Matthews was described as ‘a nice guy’ but also quite unsociable, preferring to keep himself to himself.

Yet, Haigh did manage to speak to him on a few occasions and he recalled those times as if they were yesterday.

“We used to have dinner together after the games, and I said once ‘How do you do it?’ and he just said ‘I don’t know.’”

Dubbing Matthews the best player of his generation, Haigh struggled to compare him to a modern day footballer – though when pushed, Real Madrid superstar Cristiano Ronaldo was the name that came to mind.

“There was nobody that really was like him. He stood out alone for what he could do.”

He even took his own son to see Matthews play at Old Trafford for Stoke when he was 50-years-old and still playing.

“I wanted him to see what I had to play against.”

Much has changed since the Haigh era to the modern-day interpretation but the level of diving is something that struck a particular chord during the interview.

“It’s the most ridiculous thing I’ve ever seen – some of them make a real pantomime of it.

“I don’t think it’s an English thing, it’s the foreign players who’ve been brought in who started it; it’s ridiculous and not fair to the game.

Players wouldn’t have been allowed to do it [in my era], it would have been a matter of ‘Get up man, you’re not hurt!’ Get up and get on with the game.”

Whilst on the topic, the former City, Rochdale and County man spoke of one painful encounter of his own whilst playing at Turf Moor against Burnley.

“It was bitterly cold, and I was blocking the winger. And he must have got frustrated with me, because when he finally got the ball he let it fly – at me – and it hit me in the privates. It was terrible.

Laughing, Haigh remembers the St John’s Ambulance staff who helped him off the pitch and not allowing a female nurse to come near him, in an attempt to protect his modesty.

“Of course the players made a joke of it. And in the second half I was posted out on the left wing out of the way.

“In those days there were no substitutes so they’d rather have a man out there not doing anything, than be a man down.”

As the war was coming to an end, Lancaster Town approached Haigh and he agreed to play for them on the condition that they would teach him a trade.

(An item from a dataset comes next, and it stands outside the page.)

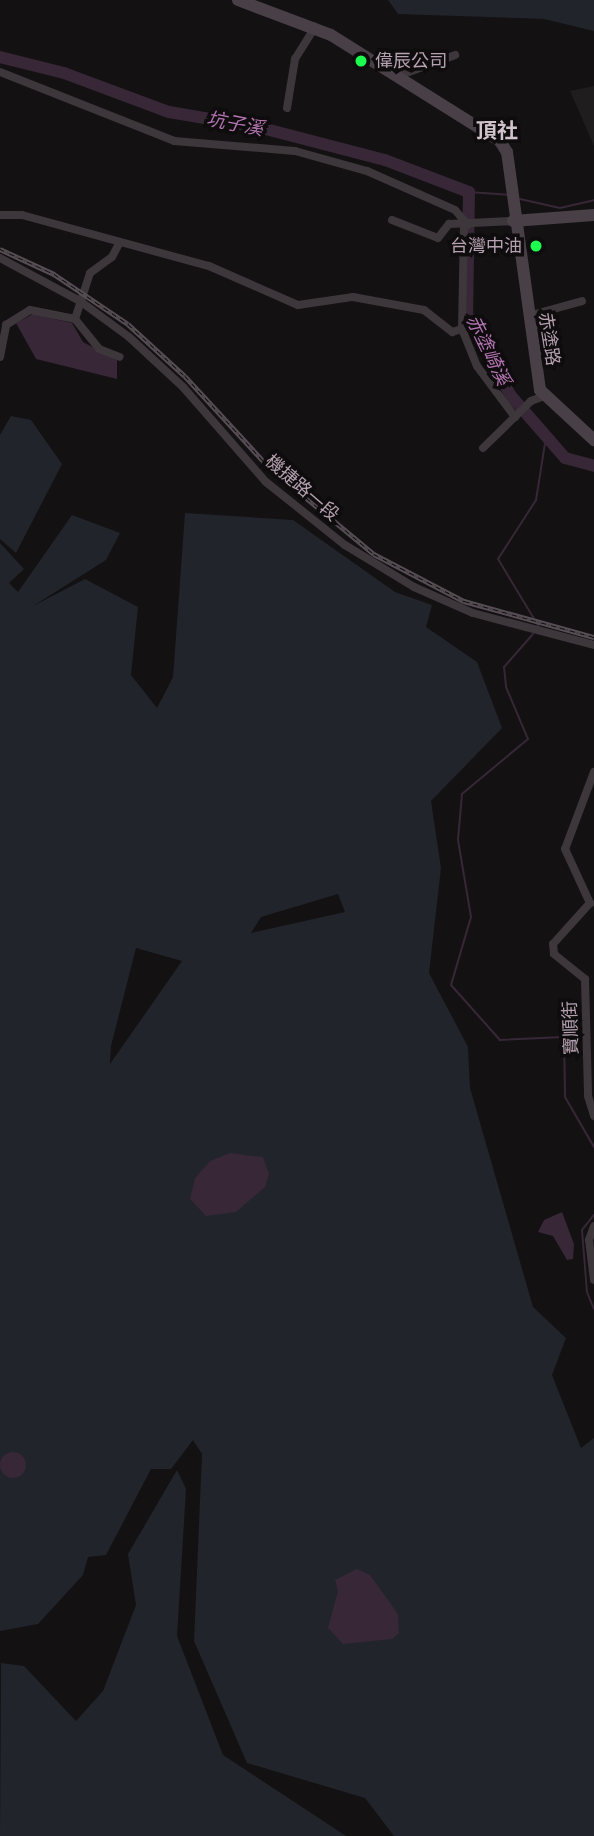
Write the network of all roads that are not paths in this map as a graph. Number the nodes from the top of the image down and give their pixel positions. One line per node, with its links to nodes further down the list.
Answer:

As luck would have it they already had a player on the books who owned an engineering firm, so it was settled, Haigh would train to be an engineer whilst playing for Lancaster on the weekends.

Alas, his final hurrah as a footballer came at Rossendale United when he was given the role of a player-manager.

George Haigh
Haigh’s Rossendale United contract

“I wanted to stay in football because it was what I knew, but it didn’t work out,” Haigh reflected.

“I was getting players to come and play for Rossendale, but the directors kept getting in the way saying ‘we can’t afford him’.

“That’s when I noticed, that even in those days, it was starting to be all about the money.”

So it was after parting ways with Rossendale that he finally hung up his boots after an extraordinary career in which he played either side of WWII, as well as whilst it was going on.

Still a lover of watching the beautiful game and a firm supporter of Stockport County where he spent some of his happiest playing days, Haigh remains as strong as enthused as ever.

Most recently he was at Edgeley Park to see County play Kidderminster Harriers on the 80th birthday of the Danny Bergara stand.

“It’s wonderful really, I can’t explain it,” he said of his recent visit.

“What it was like to be in the stand. It’s absolutely wonderful.”